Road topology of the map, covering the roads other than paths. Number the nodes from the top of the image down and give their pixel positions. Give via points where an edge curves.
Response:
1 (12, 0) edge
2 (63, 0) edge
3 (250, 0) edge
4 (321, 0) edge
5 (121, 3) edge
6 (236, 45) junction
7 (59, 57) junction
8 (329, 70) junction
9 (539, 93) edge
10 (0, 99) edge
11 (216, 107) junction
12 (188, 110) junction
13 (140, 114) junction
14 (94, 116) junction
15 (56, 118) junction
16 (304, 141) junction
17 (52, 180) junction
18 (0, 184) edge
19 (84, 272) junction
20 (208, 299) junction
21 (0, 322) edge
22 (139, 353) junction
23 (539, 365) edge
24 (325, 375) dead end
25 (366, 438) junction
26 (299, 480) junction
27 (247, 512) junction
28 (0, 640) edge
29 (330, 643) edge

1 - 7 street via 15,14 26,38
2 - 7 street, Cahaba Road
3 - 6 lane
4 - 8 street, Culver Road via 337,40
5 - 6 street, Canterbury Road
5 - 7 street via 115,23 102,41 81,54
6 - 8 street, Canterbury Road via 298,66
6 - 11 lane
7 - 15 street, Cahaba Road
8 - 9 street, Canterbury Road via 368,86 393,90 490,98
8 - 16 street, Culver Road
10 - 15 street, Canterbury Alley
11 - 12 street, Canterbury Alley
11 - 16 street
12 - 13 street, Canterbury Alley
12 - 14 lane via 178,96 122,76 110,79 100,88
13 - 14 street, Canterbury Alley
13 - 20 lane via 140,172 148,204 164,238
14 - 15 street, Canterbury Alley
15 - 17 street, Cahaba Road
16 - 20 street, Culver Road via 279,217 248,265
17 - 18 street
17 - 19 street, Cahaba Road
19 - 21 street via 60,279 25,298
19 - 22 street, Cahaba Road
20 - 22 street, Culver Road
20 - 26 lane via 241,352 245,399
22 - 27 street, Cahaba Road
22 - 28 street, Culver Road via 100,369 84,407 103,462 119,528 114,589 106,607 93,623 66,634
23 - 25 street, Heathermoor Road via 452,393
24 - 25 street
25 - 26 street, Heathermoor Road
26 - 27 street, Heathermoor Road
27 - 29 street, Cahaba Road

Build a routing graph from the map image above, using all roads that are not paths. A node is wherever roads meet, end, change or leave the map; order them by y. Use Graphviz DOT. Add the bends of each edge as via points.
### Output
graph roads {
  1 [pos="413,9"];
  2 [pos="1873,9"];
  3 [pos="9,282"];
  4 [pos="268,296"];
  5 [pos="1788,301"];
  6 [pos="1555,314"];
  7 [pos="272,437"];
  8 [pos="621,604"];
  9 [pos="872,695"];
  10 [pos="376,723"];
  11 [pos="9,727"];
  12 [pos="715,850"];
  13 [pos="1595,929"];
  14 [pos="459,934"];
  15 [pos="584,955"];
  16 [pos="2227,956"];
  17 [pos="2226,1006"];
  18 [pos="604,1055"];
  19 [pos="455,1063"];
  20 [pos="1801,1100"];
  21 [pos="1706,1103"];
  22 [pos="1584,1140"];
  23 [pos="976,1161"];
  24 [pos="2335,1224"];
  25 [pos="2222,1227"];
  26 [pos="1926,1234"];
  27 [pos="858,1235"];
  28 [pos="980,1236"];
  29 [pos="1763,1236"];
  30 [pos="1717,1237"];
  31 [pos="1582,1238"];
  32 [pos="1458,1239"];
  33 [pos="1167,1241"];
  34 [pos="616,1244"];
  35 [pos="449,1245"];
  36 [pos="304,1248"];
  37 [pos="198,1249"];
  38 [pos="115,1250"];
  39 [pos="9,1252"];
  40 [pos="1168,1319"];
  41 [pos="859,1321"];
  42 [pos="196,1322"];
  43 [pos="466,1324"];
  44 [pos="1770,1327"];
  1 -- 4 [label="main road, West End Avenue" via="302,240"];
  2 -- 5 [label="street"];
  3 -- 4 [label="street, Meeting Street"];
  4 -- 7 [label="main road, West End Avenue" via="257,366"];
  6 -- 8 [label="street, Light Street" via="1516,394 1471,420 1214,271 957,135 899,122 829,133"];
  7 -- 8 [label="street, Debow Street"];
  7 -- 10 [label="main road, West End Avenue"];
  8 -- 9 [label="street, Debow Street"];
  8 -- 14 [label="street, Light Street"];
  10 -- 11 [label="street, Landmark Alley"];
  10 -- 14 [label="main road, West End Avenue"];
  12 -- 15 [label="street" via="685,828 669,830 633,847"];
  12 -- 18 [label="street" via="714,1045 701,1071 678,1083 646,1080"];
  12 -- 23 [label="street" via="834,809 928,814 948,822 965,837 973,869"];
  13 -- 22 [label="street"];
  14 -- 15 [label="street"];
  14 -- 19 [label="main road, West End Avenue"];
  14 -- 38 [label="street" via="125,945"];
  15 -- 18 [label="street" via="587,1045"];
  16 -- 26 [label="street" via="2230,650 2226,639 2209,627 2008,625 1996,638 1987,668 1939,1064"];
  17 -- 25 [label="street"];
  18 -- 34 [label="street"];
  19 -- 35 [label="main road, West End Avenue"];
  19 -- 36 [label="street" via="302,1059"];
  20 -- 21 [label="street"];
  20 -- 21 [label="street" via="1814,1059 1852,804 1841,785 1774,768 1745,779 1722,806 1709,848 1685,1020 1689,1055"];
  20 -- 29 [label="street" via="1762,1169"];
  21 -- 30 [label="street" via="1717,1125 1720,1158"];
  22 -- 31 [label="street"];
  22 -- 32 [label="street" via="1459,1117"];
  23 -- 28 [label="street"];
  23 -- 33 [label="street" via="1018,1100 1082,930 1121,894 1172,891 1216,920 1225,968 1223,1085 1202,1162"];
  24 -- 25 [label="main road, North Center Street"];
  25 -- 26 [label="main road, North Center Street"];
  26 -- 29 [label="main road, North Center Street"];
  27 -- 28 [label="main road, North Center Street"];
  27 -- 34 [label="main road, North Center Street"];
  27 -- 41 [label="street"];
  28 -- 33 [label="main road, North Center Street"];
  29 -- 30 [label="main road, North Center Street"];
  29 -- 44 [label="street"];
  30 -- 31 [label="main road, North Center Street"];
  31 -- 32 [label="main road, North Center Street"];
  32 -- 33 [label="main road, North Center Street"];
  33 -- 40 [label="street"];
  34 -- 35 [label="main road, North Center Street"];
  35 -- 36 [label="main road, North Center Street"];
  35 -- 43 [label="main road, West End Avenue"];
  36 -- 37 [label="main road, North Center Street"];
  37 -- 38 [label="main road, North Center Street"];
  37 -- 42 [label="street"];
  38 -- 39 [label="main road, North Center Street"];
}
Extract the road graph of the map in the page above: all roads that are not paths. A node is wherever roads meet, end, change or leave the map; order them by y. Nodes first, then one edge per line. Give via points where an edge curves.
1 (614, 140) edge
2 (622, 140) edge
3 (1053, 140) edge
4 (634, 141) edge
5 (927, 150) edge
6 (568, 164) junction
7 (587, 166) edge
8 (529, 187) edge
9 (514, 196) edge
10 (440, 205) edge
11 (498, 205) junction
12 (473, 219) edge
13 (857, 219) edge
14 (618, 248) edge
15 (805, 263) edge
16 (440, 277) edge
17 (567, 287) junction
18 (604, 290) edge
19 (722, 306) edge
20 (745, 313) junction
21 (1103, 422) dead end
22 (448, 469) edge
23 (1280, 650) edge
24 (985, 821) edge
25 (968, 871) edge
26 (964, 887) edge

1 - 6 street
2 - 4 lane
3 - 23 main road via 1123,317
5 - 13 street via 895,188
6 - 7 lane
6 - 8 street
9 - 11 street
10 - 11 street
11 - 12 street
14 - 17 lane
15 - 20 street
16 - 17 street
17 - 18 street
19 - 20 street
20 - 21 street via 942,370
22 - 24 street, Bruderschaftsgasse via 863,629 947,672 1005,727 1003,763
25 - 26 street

● **DESCRIPTION OF THE TASK**
The whole of the data must be given again, exactly as shown.

● **OUTPUT BELOW**
Road topology of the map, covering the roads other than paths. Number the nodes from the top of the image down and give their pixel positions. Give via points where an edge curves.
Response:
1 (12, 0) edge
2 (63, 0) edge
3 (250, 0) edge
4 (321, 0) edge
5 (121, 3) edge
6 (236, 45) junction
7 (59, 57) junction
8 (329, 70) junction
9 (539, 93) edge
10 (0, 99) edge
11 (216, 107) junction
12 (188, 110) junction
13 (140, 114) junction
14 (94, 116) junction
15 (56, 118) junction
16 (304, 141) junction
17 (52, 180) junction
18 (0, 184) edge
19 (84, 272) junction
20 (208, 299) junction
21 (0, 322) edge
22 (139, 353) junction
23 (539, 365) edge
24 (325, 375) dead end
25 (366, 438) junction
26 (299, 480) junction
27 (247, 512) junction
28 (0, 640) edge
29 (330, 643) edge

1 - 7 street via 15,14 26,38
2 - 7 street, Cahaba Road
3 - 6 lane
4 - 8 street, Culver Road via 337,40
5 - 6 street, Canterbury Road
5 - 7 street via 115,23 102,41 81,54
6 - 8 street, Canterbury Road via 298,66
6 - 11 lane
7 - 15 street, Cahaba Road
8 - 9 street, Canterbury Road via 368,86 393,90 490,98
8 - 16 street, Culver Road
10 - 15 street, Canterbury Alley
11 - 12 street, Canterbury Alley
11 - 16 street
12 - 13 street, Canterbury Alley
12 - 14 lane via 178,96 122,76 110,79 100,88
13 - 14 street, Canterbury Alley
13 - 20 lane via 140,172 148,204 164,238
14 - 15 street, Canterbury Alley
15 - 17 street, Cahaba Road
16 - 20 street, Culver Road via 279,217 248,265
17 - 18 street
17 - 19 street, Cahaba Road
19 - 21 street via 60,279 25,298
19 - 22 street, Cahaba Road
20 - 22 street, Culver Road
20 - 26 lane via 241,352 245,399
22 - 27 street, Cahaba Road
22 - 28 street, Culver Road via 100,369 84,407 103,462 119,528 114,589 106,607 93,623 66,634
23 - 25 street, Heathermoor Road via 452,393
24 - 25 street
25 - 26 street, Heathermoor Road
26 - 27 street, Heathermoor Road
27 - 29 street, Cahaba Road

Build a routing graph from the map image above, using all roads that are not paths. A node is wherever roads meet, end, change or leave the map; order them by y. Use Graphviz DOT. Add the bends of each edge as via points.
### Output
graph roads {
  1 [pos="413,9"];
  2 [pos="1873,9"];
  3 [pos="9,282"];
  4 [pos="268,296"];
  5 [pos="1788,301"];
  6 [pos="1555,314"];
  7 [pos="272,437"];
  8 [pos="621,604"];
  9 [pos="872,695"];
  10 [pos="376,723"];
  11 [pos="9,727"];
  12 [pos="715,850"];
  13 [pos="1595,929"];
  14 [pos="459,934"];
  15 [pos="584,955"];
  16 [pos="2227,956"];
  17 [pos="2226,1006"];
  18 [pos="604,1055"];
  19 [pos="455,1063"];
  20 [pos="1801,1100"];
  21 [pos="1706,1103"];
  22 [pos="1584,1140"];
  23 [pos="976,1161"];
  24 [pos="2335,1224"];
  25 [pos="2222,1227"];
  26 [pos="1926,1234"];
  27 [pos="858,1235"];
  28 [pos="980,1236"];
  29 [pos="1763,1236"];
  30 [pos="1717,1237"];
  31 [pos="1582,1238"];
  32 [pos="1458,1239"];
  33 [pos="1167,1241"];
  34 [pos="616,1244"];
  35 [pos="449,1245"];
  36 [pos="304,1248"];
  37 [pos="198,1249"];
  38 [pos="115,1250"];
  39 [pos="9,1252"];
  40 [pos="1168,1319"];
  41 [pos="859,1321"];
  42 [pos="196,1322"];
  43 [pos="466,1324"];
  44 [pos="1770,1327"];
  1 -- 4 [label="main road, West End Avenue" via="302,240"];
  2 -- 5 [label="street"];
  3 -- 4 [label="street, Meeting Street"];
  4 -- 7 [label="main road, West End Avenue" via="257,366"];
  6 -- 8 [label="street, Light Street" via="1516,394 1471,420 1214,271 957,135 899,122 829,133"];
  7 -- 8 [label="street, Debow Street"];
  7 -- 10 [label="main road, West End Avenue"];
  8 -- 9 [label="street, Debow Street"];
  8 -- 14 [label="street, Light Street"];
  10 -- 11 [label="street, Landmark Alley"];
  10 -- 14 [label="main road, West End Avenue"];
  12 -- 15 [label="street" via="685,828 669,830 633,847"];
  12 -- 18 [label="street" via="714,1045 701,1071 678,1083 646,1080"];
  12 -- 23 [label="street" via="834,809 928,814 948,822 965,837 973,869"];
  13 -- 22 [label="street"];
  14 -- 15 [label="street"];
  14 -- 19 [label="main road, West End Avenue"];
  14 -- 38 [label="street" via="125,945"];
  15 -- 18 [label="street" via="587,1045"];
  16 -- 26 [label="street" via="2230,650 2226,639 2209,627 2008,625 1996,638 1987,668 1939,1064"];
  17 -- 25 [label="street"];
  18 -- 34 [label="street"];
  19 -- 35 [label="main road, West End Avenue"];
  19 -- 36 [label="street" via="302,1059"];
  20 -- 21 [label="street"];
  20 -- 21 [label="street" via="1814,1059 1852,804 1841,785 1774,768 1745,779 1722,806 1709,848 1685,1020 1689,1055"];
  20 -- 29 [label="street" via="1762,1169"];
  21 -- 30 [label="street" via="1717,1125 1720,1158"];
  22 -- 31 [label="street"];
  22 -- 32 [label="street" via="1459,1117"];
  23 -- 28 [label="street"];
  23 -- 33 [label="street" via="1018,1100 1082,930 1121,894 1172,891 1216,920 1225,968 1223,1085 1202,1162"];
  24 -- 25 [label="main road, North Center Street"];
  25 -- 26 [label="main road, North Center Street"];
  26 -- 29 [label="main road, North Center Street"];
  27 -- 28 [label="main road, North Center Street"];
  27 -- 34 [label="main road, North Center Street"];
  27 -- 41 [label="street"];
  28 -- 33 [label="main road, North Center Street"];
  29 -- 30 [label="main road, North Center Street"];
  29 -- 44 [label="street"];
  30 -- 31 [label="main road, North Center Street"];
  31 -- 32 [label="main road, North Center Street"];
  32 -- 33 [label="main road, North Center Street"];
  33 -- 40 [label="street"];
  34 -- 35 [label="main road, North Center Street"];
  35 -- 36 [label="main road, North Center Street"];
  35 -- 43 [label="main road, West End Avenue"];
  36 -- 37 [label="main road, North Center Street"];
  37 -- 38 [label="main road, North Center Street"];
  37 -- 42 [label="street"];
  38 -- 39 [label="main road, North Center Street"];
}
Extract the road graph of the map in the page above: all roads that are not paths. A node is wherever roads meet, end, change or leave the map; order them by y. Nodes first, then one edge per line. Give via points where an edge curves.
1 (614, 140) edge
2 (622, 140) edge
3 (1053, 140) edge
4 (634, 141) edge
5 (927, 150) edge
6 (568, 164) junction
7 (587, 166) edge
8 (529, 187) edge
9 (514, 196) edge
10 (440, 205) edge
11 (498, 205) junction
12 (473, 219) edge
13 (857, 219) edge
14 (618, 248) edge
15 (805, 263) edge
16 (440, 277) edge
17 (567, 287) junction
18 (604, 290) edge
19 (722, 306) edge
20 (745, 313) junction
21 (1103, 422) dead end
22 (448, 469) edge
23 (1280, 650) edge
24 (985, 821) edge
25 (968, 871) edge
26 (964, 887) edge

1 - 6 street
2 - 4 lane
3 - 23 main road via 1123,317
5 - 13 street via 895,188
6 - 7 lane
6 - 8 street
9 - 11 street
10 - 11 street
11 - 12 street
14 - 17 lane
15 - 20 street
16 - 17 street
17 - 18 street
19 - 20 street
20 - 21 street via 942,370
22 - 24 street, Bruderschaftsgasse via 863,629 947,672 1005,727 1003,763
25 - 26 street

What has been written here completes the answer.